Transposons le même cas dans le secteur public : un haut fonctionnaire est convoité suite à la recommandation d'un chasseur de tête. L'intéressé est tenté par ce nouveau poste intéressant et bien payé. Il voudrait bien sauter le pas ; mais pour couvrir le risque de "se retrouver à la rue" si l'entreprise changeait soudain d'avis, il veut des garanties. Jusque là, les deux histoires, la privée et la publique, sont identiques. Elles divergent à ce point précis. Pour le fonctionnaire, ce n'est pas l'entreprise prenante qui souscrit le contrat d'assurance, mais nous tous, les contribuables. L'Etat le met gentiment en disponibilité, avec la garantie de le reprendre si son nouveau poste ne lui plaît pas ou s'il ne convient pas à son nouvel employeur.

Deux cas typiques

- En 2003, le Directeur Général des Impôts, premier personnage du Ministère des Finances, ardent apôtre de la réforme auprès des fonctionnaires de son ministère pendant des années, est parti "en disponibilité" dans le privé. Pourquoi n'a-t-il pas démissionné ? Une profonde aversion pour le risque ou un manque de confiance en soi ?
- En 2007, après 20 ans passés dans l'Administration puis 7 mois seulement comme Directeur adjoint au Crédit Agricole, ce haut fonctionnaire retourne dans l'administration comme Directeur Général de la Caisse des Dépôts et Consignations.

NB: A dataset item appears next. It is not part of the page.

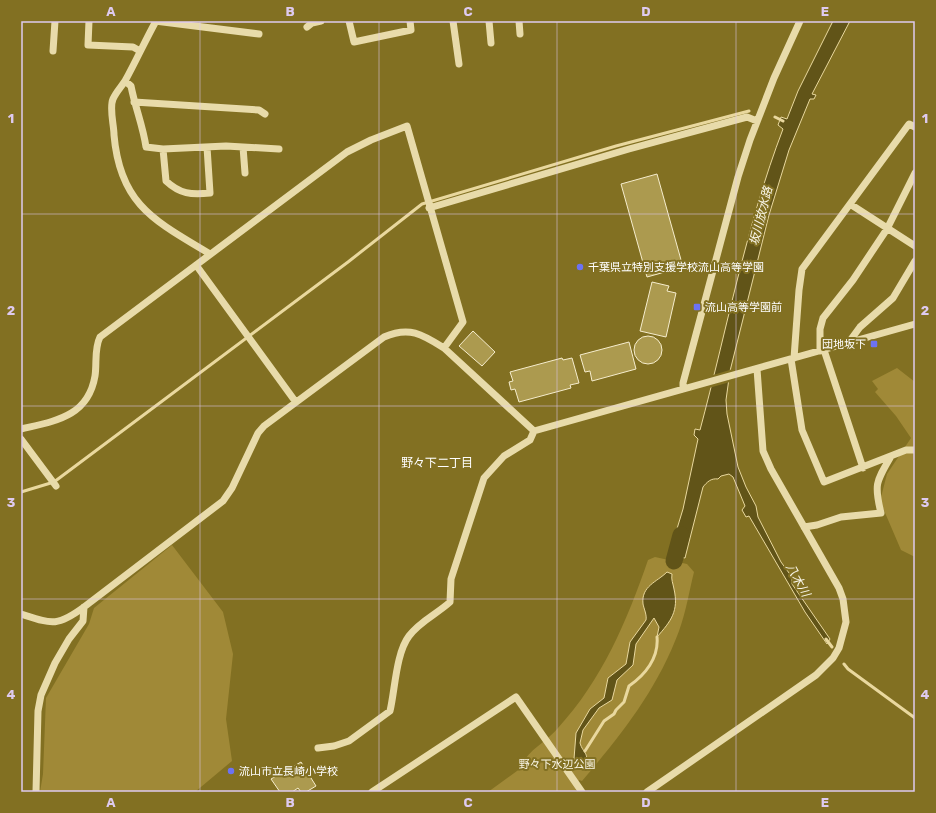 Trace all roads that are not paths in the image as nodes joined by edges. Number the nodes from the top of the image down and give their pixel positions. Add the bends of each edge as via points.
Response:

On a peine à croire qu'un tel système puisse exister, où c'est l'organisme qui va perdre son salarié qui lui offre un matelas douillet où se poser en cas d'échec. Dans les entreprises privées, ce genre "d'aide à la mobilité" est réservée aux salariés que l'employeur souhaite encourager à partir pour des questions de compétence ou de surnombre. Le coût de cette garantie n'est pas négligeable pour l'Etat. Un haut fonctionnaire qui rentre au bercail à 35 ans par exemple sera à la charge de l'Etat pendant 50 ans (30 en activité, 20 en retraite) pour un coût d'une dizaine de millions €. Un montant comparable aux parachutes dorés. Les fonctionnaires qui veulent tenter leur chance dans le secteur privé devraient être tenus de démissionner de la fonction publique. Pour les hauts fonctionnaires, le décider eux-mêmes dès à présent serait une preuve de dignité.